◆ **Directions**: Out of the lines below, please list those that hold the string "edges".
----- Supplied data
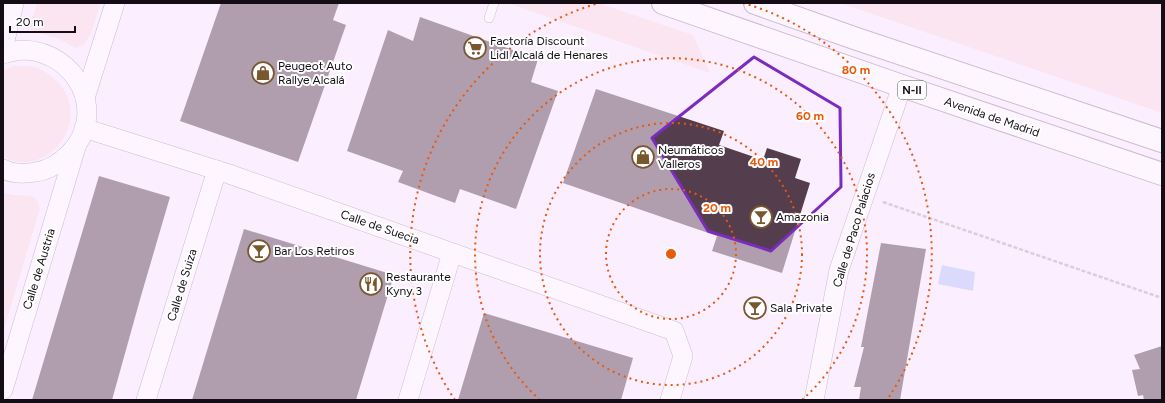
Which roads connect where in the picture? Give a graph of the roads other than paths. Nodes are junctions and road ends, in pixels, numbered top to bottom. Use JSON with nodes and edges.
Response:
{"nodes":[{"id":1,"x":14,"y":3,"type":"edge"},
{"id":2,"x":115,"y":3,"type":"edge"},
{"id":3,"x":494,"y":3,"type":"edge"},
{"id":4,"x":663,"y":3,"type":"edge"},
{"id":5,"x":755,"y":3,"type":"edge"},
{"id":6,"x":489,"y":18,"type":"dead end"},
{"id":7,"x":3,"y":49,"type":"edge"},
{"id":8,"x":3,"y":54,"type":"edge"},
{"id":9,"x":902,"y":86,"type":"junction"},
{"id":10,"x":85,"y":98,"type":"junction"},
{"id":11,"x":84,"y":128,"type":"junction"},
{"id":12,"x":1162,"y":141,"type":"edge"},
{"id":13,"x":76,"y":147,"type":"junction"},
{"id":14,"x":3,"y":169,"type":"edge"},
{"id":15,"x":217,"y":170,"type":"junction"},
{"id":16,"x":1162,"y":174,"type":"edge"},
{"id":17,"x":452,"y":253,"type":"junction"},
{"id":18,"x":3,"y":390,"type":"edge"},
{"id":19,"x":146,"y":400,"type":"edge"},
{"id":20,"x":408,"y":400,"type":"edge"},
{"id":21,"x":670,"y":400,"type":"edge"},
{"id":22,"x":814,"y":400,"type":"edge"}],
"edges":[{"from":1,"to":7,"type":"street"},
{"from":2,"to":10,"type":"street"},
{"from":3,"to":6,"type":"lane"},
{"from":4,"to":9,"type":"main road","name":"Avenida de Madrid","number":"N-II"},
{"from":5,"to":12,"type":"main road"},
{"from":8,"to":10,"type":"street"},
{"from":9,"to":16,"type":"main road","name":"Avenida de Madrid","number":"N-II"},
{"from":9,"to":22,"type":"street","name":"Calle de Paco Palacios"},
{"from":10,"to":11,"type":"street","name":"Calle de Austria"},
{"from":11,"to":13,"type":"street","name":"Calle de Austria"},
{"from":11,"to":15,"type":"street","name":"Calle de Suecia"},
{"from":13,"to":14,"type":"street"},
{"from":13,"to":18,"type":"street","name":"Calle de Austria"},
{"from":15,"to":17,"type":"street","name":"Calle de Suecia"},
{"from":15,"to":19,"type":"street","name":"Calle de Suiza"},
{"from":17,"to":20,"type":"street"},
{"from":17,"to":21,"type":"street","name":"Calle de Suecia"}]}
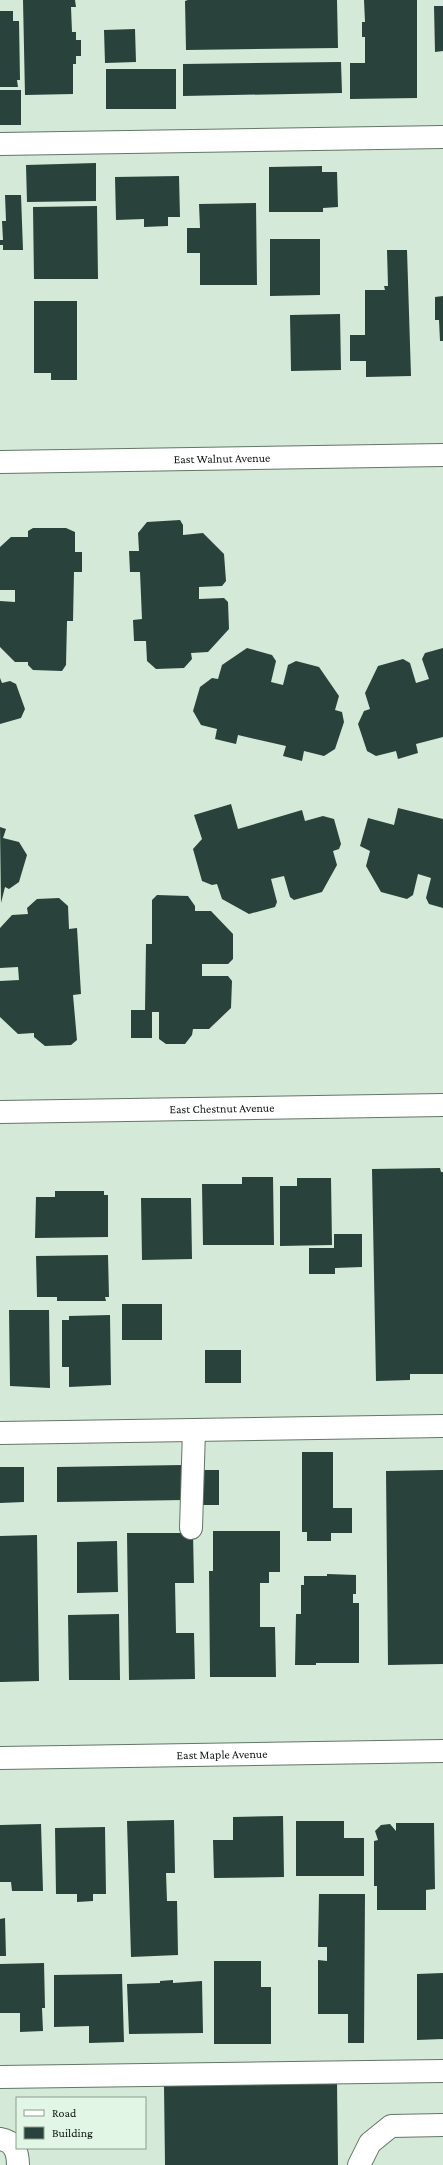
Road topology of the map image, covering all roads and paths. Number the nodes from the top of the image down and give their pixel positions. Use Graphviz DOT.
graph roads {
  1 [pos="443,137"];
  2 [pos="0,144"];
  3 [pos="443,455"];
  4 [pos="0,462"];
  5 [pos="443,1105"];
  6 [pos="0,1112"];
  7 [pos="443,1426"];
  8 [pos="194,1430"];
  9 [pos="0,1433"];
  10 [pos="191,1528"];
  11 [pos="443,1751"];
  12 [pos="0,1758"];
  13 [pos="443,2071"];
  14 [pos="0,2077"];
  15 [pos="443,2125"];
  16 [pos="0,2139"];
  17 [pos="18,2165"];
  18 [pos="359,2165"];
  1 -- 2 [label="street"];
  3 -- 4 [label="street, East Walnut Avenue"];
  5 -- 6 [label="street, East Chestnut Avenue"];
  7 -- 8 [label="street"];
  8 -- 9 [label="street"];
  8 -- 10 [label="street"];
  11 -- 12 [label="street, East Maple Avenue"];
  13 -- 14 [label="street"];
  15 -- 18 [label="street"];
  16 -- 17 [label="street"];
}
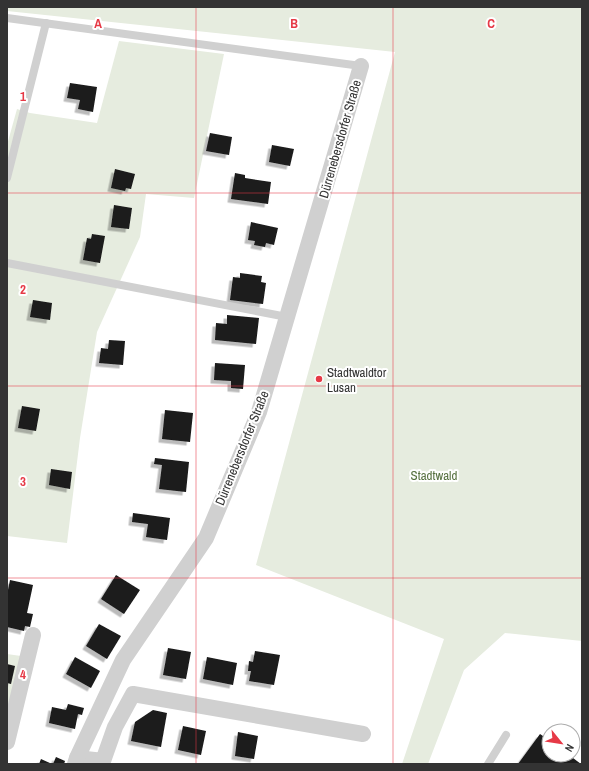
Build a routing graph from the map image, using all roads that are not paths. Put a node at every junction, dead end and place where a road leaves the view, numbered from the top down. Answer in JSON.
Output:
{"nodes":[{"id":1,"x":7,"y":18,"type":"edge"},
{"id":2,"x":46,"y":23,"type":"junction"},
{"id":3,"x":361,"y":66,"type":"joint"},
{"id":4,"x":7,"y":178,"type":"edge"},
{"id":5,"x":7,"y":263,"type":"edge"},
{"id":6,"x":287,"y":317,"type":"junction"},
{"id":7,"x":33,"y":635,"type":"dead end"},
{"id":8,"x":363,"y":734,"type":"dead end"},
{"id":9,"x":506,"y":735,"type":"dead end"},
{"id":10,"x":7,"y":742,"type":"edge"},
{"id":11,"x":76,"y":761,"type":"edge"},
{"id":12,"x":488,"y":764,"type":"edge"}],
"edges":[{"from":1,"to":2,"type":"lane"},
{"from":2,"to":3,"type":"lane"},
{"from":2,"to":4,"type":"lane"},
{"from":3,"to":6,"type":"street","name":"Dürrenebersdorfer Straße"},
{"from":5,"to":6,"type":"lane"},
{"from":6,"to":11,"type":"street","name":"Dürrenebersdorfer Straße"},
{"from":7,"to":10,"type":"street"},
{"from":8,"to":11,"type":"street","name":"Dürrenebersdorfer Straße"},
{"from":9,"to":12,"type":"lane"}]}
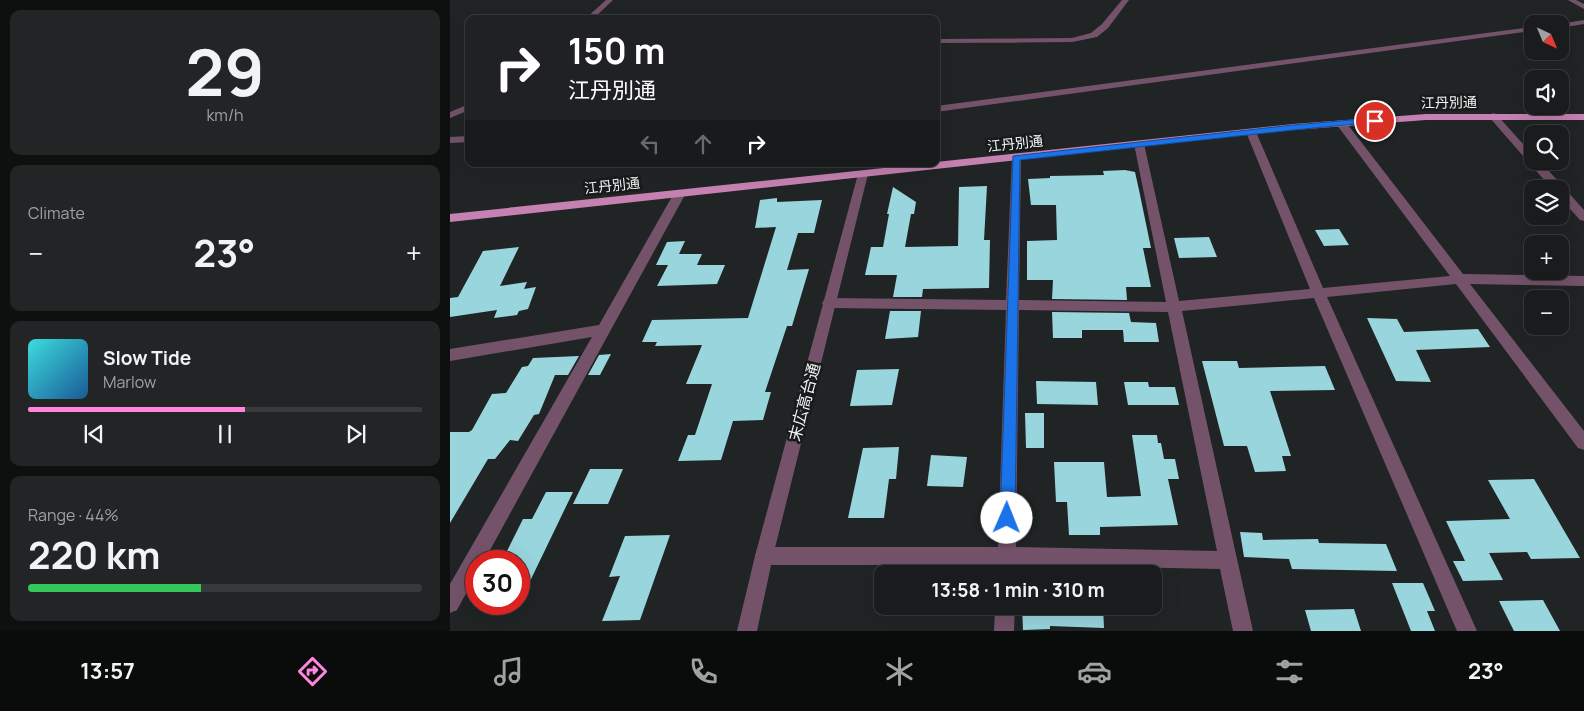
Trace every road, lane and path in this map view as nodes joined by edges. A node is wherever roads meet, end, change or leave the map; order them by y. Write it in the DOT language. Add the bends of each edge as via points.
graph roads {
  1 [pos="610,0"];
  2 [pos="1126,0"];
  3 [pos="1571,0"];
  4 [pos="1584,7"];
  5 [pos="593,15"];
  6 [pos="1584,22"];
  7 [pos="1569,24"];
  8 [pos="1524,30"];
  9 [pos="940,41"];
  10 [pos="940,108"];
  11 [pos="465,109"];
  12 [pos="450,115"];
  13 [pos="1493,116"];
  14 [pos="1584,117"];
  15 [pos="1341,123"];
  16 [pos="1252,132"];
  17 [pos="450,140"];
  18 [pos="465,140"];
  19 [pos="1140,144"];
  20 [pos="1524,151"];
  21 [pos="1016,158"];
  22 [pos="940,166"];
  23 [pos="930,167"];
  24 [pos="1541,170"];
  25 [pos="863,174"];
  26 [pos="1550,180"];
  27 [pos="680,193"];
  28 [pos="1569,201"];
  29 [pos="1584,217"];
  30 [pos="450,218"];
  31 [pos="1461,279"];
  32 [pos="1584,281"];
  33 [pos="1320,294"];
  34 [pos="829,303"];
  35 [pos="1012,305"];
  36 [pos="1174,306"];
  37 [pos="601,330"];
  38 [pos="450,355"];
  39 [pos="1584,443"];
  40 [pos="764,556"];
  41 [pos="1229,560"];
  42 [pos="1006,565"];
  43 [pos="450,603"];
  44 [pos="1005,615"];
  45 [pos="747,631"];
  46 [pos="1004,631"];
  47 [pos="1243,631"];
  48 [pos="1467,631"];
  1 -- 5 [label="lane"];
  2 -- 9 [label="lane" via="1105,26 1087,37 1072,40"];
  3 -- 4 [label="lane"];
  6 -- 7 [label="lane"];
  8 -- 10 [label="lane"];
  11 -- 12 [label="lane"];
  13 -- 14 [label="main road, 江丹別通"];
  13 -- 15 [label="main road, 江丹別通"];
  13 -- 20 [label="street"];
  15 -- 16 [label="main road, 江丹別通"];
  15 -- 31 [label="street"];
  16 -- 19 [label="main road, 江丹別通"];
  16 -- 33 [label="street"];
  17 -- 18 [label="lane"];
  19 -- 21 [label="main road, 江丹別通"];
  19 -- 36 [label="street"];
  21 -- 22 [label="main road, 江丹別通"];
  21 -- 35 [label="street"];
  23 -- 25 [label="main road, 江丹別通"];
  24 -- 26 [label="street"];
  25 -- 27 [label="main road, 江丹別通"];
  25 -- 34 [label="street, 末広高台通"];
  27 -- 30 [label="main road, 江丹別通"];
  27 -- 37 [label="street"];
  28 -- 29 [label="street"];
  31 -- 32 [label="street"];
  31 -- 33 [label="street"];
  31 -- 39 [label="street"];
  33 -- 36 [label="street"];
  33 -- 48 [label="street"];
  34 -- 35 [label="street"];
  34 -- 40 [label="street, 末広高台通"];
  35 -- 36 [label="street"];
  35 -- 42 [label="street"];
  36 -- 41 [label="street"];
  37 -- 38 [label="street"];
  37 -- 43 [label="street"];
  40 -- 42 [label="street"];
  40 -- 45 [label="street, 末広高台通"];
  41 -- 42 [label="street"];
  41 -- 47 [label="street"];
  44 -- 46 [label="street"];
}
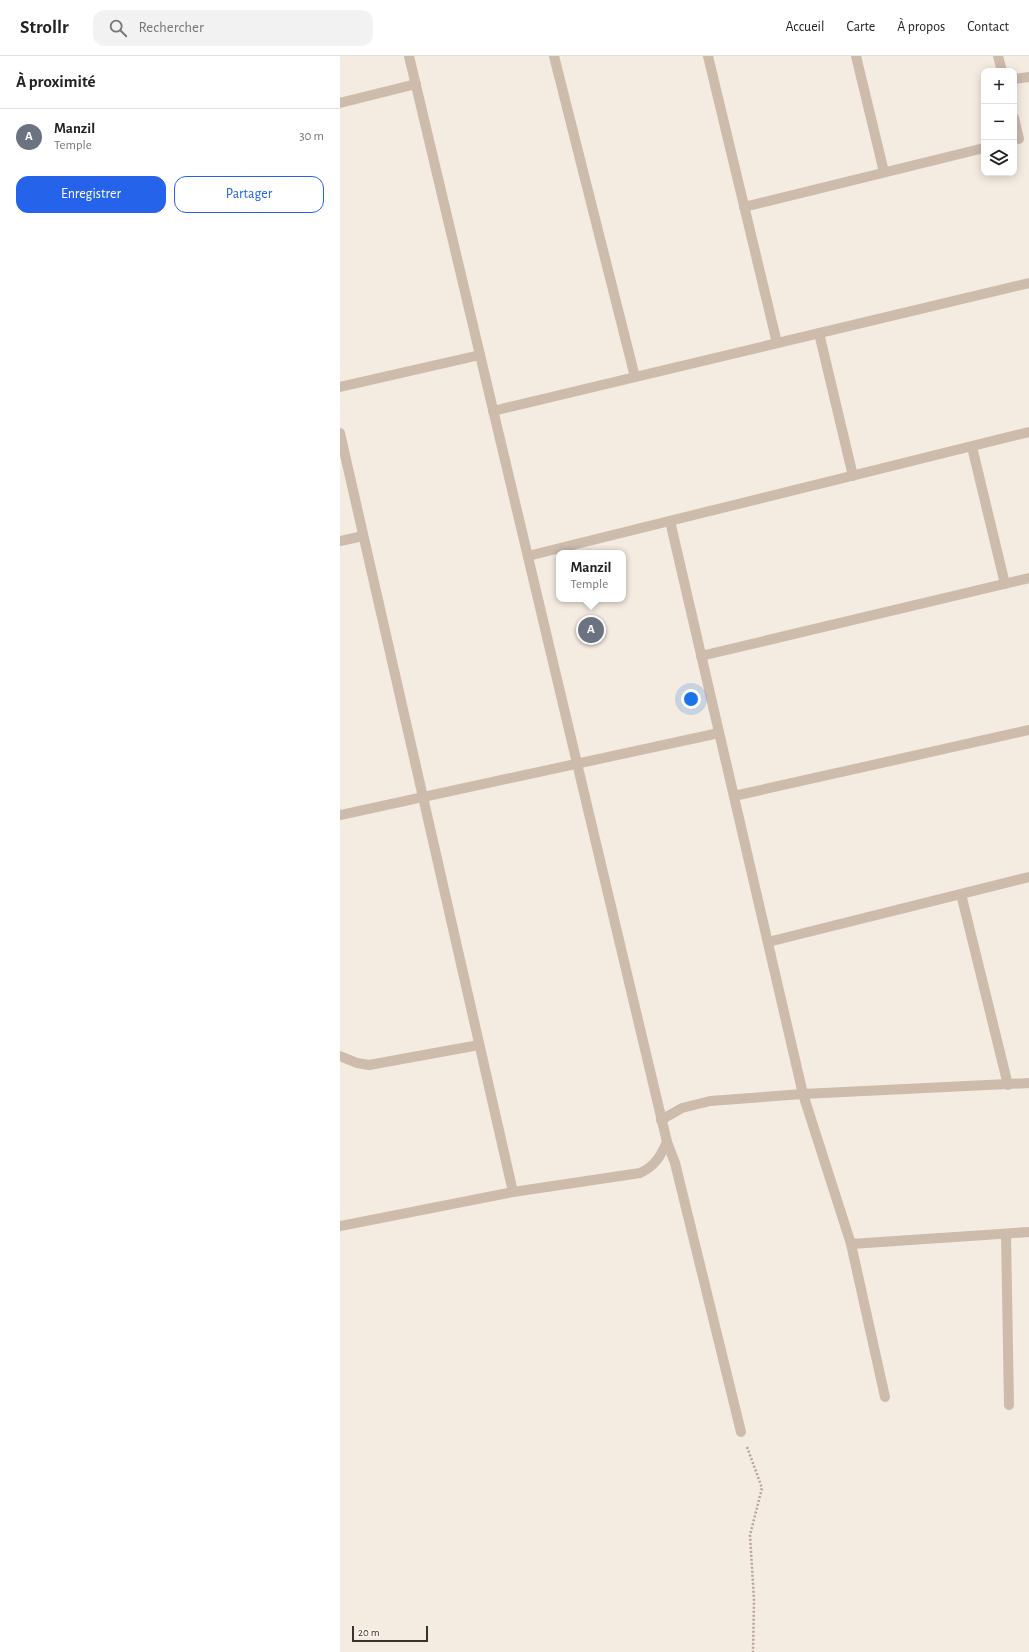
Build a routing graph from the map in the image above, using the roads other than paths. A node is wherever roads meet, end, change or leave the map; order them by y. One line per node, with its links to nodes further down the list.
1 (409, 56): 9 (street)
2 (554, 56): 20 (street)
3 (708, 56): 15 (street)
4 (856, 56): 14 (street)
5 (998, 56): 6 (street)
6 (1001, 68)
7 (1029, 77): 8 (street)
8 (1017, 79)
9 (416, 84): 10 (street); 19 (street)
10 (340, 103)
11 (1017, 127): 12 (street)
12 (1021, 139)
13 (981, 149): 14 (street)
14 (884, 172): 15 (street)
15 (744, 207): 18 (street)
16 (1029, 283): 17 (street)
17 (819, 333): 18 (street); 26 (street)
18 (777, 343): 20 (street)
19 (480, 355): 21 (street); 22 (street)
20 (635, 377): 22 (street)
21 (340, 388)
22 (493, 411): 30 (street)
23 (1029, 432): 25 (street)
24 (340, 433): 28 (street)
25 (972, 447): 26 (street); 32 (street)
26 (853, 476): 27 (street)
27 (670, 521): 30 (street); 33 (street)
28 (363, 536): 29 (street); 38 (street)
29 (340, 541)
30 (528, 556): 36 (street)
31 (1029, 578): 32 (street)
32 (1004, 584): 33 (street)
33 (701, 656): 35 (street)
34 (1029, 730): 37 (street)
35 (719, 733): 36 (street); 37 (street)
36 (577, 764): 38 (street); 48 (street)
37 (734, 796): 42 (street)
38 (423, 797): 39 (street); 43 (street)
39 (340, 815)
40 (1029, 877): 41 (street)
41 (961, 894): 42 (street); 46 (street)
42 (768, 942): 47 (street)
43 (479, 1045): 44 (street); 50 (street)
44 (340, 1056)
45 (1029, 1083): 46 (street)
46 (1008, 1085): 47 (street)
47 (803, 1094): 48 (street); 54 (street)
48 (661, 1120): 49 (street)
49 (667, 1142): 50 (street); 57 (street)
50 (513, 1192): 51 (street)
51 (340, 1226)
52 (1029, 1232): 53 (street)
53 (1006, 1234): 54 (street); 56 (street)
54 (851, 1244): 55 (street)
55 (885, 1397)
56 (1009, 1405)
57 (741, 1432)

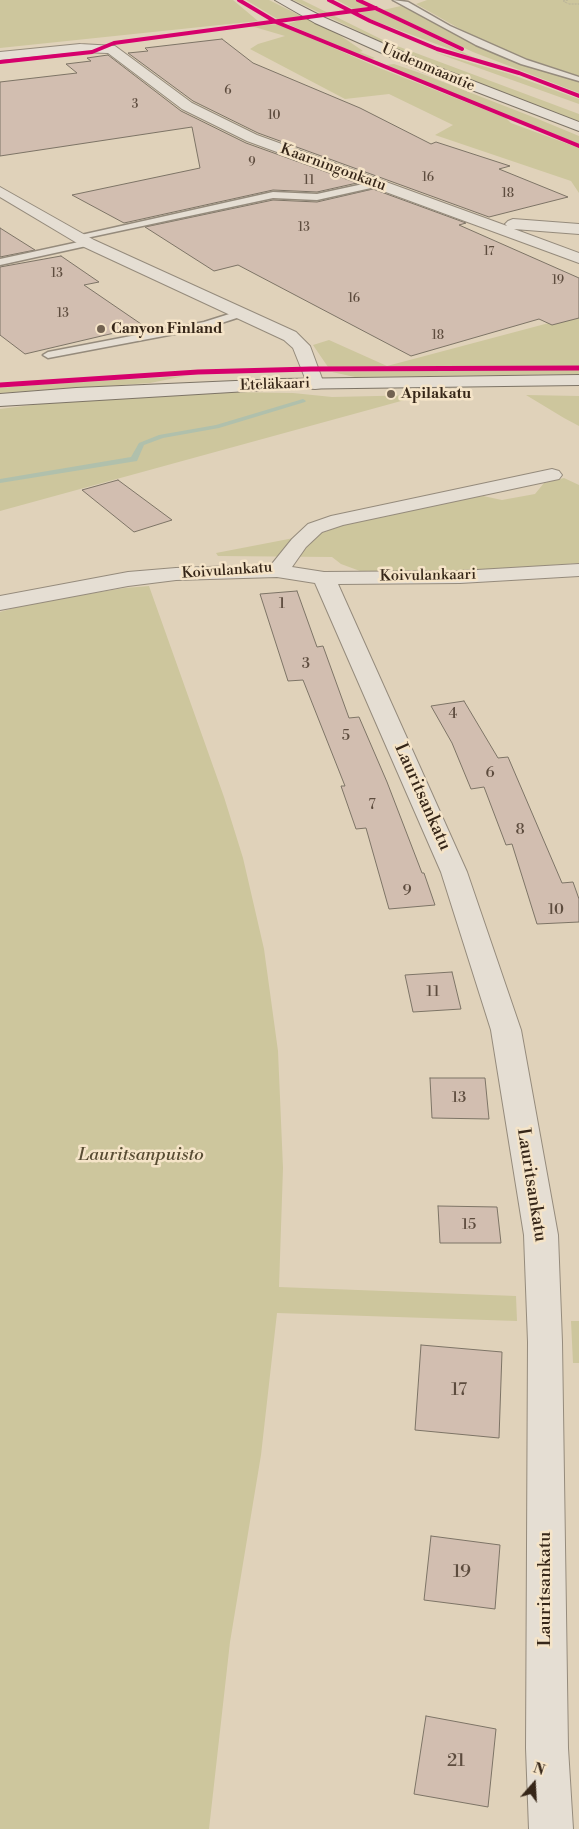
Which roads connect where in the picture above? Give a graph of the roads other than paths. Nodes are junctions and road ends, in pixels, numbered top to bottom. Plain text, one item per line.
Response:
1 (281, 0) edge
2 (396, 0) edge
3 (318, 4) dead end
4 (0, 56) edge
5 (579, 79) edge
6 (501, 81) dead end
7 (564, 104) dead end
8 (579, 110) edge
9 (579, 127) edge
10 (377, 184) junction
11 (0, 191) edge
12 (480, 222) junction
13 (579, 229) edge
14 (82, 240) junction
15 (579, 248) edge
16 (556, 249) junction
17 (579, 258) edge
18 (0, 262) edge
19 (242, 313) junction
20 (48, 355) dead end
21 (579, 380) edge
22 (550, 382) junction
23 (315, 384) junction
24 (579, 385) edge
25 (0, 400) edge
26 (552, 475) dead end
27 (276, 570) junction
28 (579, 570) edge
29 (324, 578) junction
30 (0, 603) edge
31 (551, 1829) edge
----------
◆ **Task answer**:
Which roads connect where in the picture? Give a graph of the roads other than paths. Nodes are junctions and road ends, in pixels, numbered top to bottom. Use JSON with nodes and edges.
"edges":[{"from":1,"to":7,"type":"street"},
"edges":[{"from":1,"to":2,"type":"lane"},
Trace every road, lane and path in this map view as nodes joined by edges. A node is wherever roads meet, end, change or leave the map; order them by y. Write it in the DOT language. Add the bends of each edge as via points.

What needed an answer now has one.